# TRY IT
Pull every line holding the word "nodes" from the data below and copy it.

START LISTED ENTRIES

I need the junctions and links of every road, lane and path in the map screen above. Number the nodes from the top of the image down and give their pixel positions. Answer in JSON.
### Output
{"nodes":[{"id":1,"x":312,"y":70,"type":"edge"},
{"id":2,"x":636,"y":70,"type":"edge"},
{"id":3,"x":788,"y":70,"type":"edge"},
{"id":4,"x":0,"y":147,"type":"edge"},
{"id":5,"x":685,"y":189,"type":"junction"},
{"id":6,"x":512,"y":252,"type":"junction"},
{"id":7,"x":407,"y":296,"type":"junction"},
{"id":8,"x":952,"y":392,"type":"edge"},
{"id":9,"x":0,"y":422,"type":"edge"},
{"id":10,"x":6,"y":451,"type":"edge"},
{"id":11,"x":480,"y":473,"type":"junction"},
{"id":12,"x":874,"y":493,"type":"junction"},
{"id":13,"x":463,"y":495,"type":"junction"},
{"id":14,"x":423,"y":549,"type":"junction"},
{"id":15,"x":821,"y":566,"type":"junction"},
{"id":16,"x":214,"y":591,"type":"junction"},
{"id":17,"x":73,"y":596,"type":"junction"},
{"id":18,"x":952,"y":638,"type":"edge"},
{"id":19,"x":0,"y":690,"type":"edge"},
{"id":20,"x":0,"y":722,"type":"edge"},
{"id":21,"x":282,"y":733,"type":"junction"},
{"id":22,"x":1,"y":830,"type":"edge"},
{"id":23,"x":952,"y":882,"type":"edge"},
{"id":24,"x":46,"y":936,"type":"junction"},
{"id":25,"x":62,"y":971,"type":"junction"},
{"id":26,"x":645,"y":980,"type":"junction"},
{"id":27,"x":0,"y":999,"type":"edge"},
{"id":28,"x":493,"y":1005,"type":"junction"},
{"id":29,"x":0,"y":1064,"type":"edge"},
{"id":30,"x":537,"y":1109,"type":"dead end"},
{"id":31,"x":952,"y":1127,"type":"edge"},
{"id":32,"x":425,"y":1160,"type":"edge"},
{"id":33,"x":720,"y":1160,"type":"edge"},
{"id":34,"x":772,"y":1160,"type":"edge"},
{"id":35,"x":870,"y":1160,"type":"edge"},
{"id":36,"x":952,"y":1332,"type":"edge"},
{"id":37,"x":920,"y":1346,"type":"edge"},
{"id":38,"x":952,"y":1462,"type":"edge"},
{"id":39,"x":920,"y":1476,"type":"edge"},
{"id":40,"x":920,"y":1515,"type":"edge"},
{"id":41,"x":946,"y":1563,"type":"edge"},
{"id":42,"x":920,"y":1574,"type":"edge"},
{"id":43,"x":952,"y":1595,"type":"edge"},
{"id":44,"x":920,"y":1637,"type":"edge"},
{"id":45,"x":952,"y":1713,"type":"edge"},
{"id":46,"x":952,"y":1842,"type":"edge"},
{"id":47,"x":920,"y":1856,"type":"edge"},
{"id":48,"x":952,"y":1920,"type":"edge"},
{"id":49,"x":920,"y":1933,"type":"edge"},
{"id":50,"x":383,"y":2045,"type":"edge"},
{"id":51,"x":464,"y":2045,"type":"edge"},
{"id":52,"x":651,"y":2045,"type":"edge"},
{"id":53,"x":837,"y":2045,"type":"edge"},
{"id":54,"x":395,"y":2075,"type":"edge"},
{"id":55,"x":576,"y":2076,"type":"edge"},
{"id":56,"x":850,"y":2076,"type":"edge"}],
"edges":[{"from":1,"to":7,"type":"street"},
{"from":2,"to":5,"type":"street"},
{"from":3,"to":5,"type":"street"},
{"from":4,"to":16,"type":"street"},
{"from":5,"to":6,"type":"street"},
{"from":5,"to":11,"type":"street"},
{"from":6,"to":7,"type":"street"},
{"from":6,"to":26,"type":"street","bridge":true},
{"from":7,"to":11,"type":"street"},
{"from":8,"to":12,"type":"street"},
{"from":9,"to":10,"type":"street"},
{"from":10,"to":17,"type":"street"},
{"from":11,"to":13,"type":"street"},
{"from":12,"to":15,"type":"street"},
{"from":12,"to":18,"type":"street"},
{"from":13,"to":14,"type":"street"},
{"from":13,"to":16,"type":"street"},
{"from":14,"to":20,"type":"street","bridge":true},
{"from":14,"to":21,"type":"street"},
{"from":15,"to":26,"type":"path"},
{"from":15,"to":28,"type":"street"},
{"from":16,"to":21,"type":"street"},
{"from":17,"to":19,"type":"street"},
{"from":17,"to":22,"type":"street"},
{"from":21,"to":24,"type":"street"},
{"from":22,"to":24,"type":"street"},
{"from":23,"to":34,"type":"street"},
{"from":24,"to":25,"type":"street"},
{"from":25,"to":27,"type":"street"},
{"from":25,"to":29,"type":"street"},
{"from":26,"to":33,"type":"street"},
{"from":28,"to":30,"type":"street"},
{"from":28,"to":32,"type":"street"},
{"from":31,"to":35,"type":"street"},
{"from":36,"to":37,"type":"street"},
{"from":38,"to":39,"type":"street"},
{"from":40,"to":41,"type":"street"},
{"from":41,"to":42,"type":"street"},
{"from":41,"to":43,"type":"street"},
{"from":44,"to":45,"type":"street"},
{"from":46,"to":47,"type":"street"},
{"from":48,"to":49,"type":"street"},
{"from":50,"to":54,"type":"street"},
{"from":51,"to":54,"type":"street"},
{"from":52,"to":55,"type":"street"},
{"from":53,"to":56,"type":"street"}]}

END LISTED ENTRIES

# ANSWER SPACE
I need the junctions and links of every road, lane and path in the map screen above. Number the nodes from the top of the image down and give their pixel positions. Answer in JSON.
{"nodes":[{"id":1,"x":312,"y":70,"type":"edge"},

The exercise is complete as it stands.